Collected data
= Beginning of Section =
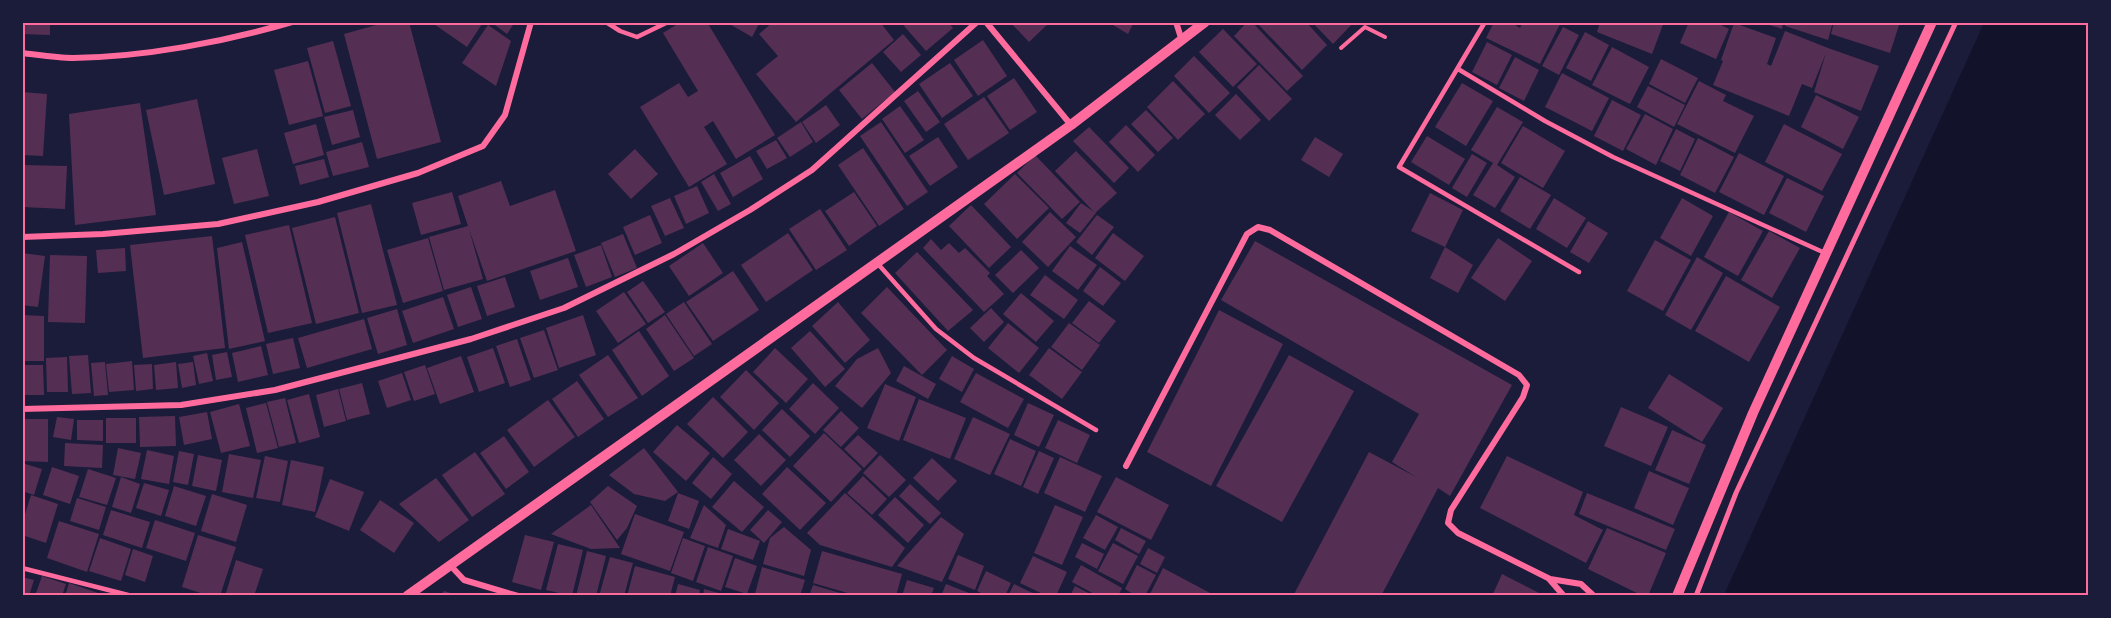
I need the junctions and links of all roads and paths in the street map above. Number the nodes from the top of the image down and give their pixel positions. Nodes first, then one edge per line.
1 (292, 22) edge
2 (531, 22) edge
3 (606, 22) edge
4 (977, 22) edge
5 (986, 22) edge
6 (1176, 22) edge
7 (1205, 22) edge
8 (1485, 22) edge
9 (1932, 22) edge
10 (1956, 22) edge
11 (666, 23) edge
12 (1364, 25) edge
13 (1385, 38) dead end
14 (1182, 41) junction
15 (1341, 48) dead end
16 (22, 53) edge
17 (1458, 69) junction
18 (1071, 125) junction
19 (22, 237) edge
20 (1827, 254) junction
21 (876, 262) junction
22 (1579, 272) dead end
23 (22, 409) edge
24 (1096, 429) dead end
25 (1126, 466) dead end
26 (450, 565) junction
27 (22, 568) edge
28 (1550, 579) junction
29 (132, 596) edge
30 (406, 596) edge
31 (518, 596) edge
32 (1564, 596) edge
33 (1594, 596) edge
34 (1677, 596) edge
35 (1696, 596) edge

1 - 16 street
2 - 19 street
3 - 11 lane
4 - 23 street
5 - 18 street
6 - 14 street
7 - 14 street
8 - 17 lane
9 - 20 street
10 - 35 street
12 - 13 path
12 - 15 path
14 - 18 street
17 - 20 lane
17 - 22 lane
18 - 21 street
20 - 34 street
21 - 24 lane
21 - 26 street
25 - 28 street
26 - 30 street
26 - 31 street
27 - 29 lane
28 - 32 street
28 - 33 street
= End of Section =
Activity. Tell how many lines in the entries above include the word "dead", and respond with the number alone.

The answer. 5